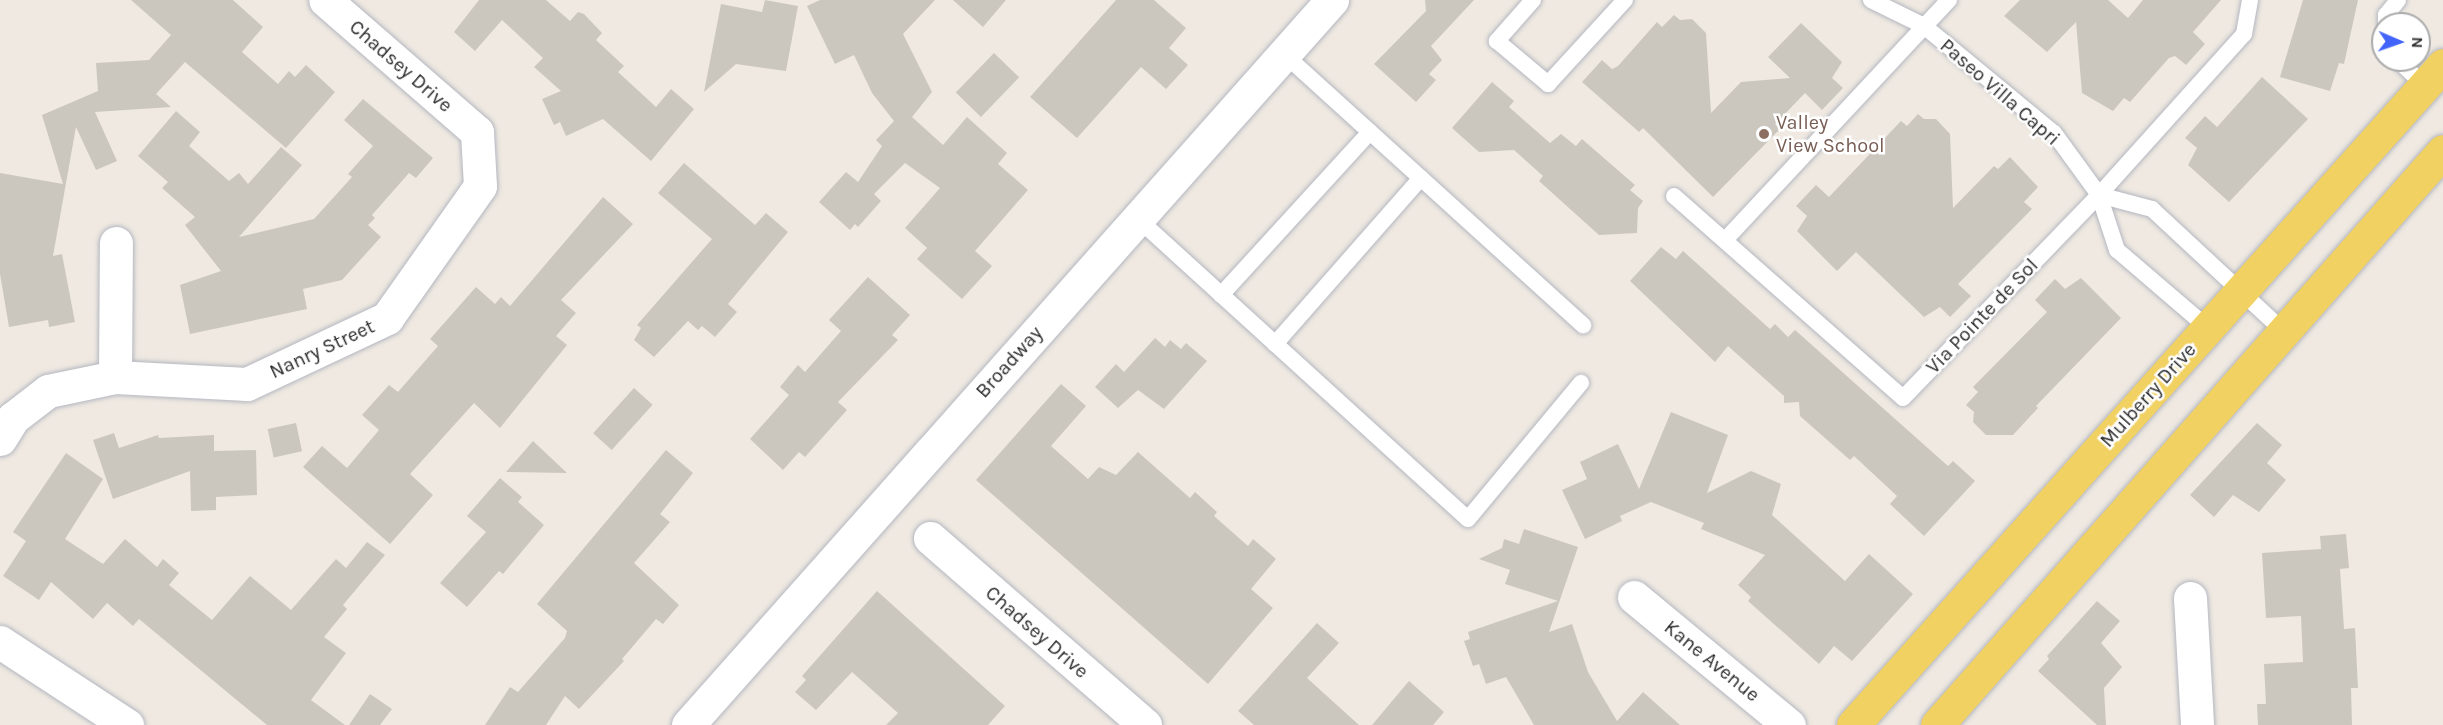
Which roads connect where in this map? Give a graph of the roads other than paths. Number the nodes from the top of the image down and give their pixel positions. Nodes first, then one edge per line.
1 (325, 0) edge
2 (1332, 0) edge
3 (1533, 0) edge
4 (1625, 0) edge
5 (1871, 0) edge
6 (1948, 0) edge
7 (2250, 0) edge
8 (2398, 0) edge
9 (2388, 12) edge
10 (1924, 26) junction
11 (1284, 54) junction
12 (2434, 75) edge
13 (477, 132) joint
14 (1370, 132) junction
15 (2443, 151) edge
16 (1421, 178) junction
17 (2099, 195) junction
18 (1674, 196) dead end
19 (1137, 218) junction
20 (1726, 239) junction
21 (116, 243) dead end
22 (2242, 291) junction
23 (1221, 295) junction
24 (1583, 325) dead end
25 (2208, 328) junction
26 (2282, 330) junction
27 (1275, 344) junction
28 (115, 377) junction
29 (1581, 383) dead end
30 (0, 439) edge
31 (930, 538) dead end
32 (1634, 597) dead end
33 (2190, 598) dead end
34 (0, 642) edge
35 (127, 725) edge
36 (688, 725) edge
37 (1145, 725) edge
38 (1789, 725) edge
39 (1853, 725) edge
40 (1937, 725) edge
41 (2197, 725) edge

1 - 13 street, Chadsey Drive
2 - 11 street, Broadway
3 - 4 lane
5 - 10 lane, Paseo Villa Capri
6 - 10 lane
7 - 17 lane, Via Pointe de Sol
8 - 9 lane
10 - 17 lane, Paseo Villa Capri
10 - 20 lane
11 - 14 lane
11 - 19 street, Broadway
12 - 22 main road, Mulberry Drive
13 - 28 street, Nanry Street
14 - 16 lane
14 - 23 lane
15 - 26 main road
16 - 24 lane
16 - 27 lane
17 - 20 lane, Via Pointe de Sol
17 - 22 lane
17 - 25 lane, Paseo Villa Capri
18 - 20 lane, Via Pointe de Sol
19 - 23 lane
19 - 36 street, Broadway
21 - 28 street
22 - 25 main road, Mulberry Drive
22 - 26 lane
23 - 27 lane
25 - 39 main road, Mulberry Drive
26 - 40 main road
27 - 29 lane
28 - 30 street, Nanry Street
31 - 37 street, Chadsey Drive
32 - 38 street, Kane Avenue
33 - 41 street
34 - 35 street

---

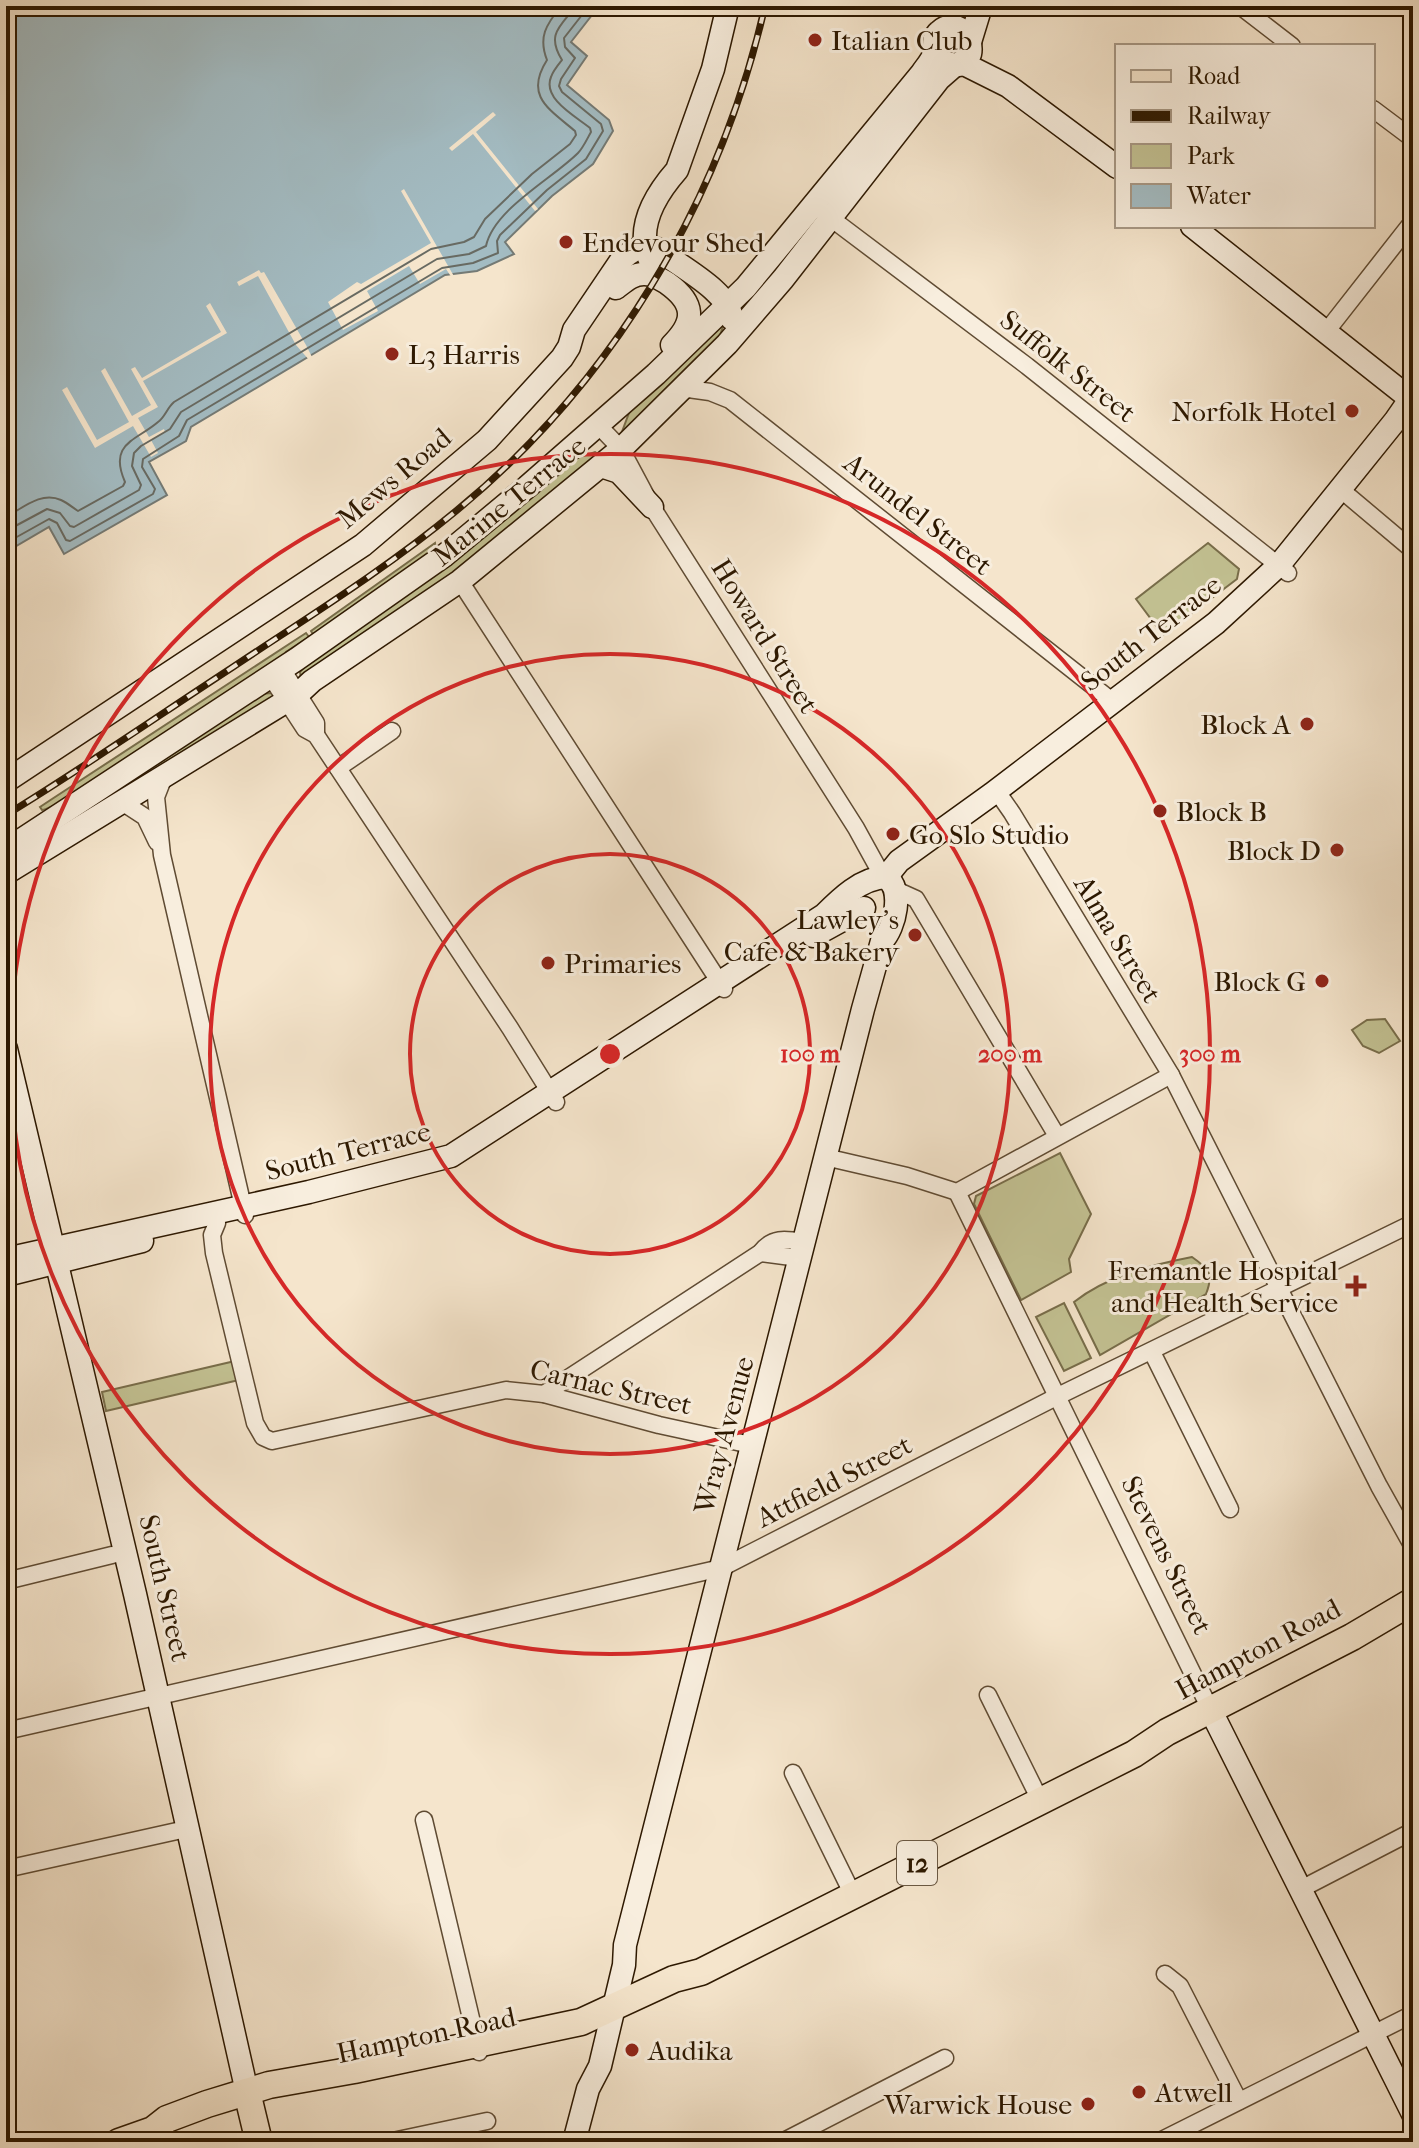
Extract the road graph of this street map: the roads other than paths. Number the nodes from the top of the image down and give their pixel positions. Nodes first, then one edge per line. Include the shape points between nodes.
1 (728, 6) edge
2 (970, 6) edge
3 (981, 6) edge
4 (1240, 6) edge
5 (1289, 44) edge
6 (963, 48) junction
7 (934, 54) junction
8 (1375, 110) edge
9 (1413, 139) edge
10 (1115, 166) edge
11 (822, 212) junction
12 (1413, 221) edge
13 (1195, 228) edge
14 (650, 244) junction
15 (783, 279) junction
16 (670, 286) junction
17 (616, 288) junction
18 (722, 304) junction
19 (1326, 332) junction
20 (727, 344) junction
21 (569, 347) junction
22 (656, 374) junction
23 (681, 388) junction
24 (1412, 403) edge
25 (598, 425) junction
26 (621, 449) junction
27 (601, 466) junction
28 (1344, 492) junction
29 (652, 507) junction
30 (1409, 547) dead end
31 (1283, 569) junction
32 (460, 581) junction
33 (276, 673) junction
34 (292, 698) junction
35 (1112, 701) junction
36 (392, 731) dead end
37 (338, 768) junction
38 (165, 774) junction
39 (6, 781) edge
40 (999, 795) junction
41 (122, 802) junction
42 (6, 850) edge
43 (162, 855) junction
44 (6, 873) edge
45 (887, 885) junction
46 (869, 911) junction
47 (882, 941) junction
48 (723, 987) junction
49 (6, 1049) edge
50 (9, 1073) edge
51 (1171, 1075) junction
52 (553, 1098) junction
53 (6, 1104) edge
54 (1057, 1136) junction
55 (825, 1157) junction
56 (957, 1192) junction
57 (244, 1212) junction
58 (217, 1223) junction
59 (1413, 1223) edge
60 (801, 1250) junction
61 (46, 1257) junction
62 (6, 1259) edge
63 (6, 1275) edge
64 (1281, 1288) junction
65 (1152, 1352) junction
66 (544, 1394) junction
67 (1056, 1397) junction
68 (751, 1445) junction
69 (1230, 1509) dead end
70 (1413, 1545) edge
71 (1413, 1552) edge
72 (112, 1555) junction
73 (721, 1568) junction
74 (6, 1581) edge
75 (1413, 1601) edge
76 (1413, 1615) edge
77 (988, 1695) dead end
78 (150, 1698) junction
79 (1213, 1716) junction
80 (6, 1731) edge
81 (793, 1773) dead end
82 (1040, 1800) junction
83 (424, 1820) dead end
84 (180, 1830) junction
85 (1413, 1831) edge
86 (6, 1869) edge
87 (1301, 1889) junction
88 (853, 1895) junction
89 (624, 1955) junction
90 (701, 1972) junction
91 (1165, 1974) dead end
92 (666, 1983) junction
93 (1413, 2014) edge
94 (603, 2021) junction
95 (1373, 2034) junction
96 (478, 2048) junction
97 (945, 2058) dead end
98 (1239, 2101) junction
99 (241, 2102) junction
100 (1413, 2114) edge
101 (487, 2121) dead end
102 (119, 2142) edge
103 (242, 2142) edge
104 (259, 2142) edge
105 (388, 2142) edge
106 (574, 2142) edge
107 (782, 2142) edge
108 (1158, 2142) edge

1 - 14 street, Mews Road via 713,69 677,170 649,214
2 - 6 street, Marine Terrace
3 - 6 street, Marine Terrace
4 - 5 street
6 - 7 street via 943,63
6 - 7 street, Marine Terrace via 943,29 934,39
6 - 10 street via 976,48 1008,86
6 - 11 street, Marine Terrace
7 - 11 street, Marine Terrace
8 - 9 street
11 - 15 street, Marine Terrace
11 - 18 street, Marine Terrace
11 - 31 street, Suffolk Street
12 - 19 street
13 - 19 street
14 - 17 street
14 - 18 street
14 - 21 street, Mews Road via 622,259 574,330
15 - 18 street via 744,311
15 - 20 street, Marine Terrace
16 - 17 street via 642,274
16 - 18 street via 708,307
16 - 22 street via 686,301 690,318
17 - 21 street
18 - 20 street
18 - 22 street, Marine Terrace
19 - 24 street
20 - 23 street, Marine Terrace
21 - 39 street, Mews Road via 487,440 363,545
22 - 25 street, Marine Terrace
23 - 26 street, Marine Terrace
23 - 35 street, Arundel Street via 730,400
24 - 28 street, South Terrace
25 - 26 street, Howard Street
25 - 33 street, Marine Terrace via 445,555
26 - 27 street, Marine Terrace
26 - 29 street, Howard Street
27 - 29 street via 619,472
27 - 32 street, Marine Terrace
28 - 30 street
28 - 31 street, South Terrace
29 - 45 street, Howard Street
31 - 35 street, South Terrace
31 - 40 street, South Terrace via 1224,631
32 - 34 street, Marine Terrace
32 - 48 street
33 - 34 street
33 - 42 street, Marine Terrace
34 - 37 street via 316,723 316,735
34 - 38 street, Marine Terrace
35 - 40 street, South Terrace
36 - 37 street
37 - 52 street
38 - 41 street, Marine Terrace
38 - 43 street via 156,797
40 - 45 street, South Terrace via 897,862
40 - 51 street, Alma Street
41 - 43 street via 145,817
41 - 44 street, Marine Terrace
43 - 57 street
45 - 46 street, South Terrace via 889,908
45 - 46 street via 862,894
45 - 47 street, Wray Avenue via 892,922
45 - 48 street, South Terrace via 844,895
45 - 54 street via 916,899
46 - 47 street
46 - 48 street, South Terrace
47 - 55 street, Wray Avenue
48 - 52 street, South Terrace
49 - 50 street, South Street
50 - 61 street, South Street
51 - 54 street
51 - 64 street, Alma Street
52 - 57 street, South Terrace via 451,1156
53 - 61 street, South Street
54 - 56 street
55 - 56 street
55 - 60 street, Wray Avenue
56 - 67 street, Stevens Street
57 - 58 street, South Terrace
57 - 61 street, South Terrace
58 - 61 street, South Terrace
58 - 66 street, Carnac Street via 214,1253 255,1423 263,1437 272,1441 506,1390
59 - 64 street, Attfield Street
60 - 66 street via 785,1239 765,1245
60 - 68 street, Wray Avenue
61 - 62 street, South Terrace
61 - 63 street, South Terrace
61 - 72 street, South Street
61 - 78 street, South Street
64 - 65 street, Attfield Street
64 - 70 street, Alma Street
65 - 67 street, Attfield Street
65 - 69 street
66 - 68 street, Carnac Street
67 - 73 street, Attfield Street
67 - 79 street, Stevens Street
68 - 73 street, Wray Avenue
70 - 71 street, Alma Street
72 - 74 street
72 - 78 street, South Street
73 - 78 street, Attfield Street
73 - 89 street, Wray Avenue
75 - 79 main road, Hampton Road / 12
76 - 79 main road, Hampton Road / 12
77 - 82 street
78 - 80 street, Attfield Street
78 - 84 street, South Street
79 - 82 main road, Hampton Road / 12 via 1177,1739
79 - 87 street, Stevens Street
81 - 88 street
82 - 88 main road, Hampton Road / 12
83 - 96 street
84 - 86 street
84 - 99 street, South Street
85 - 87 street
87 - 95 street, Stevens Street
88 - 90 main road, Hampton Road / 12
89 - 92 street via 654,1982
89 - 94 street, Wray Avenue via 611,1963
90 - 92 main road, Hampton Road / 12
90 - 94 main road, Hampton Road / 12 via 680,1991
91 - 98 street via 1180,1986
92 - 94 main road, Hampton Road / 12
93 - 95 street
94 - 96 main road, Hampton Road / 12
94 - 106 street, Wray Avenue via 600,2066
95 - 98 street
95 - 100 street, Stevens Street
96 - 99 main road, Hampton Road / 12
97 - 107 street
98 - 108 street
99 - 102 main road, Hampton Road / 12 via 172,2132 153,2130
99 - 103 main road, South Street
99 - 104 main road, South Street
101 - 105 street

### Your instructions
In the entries above, count the lines that contain the string "Alma" and reply with the number only.

### Response
4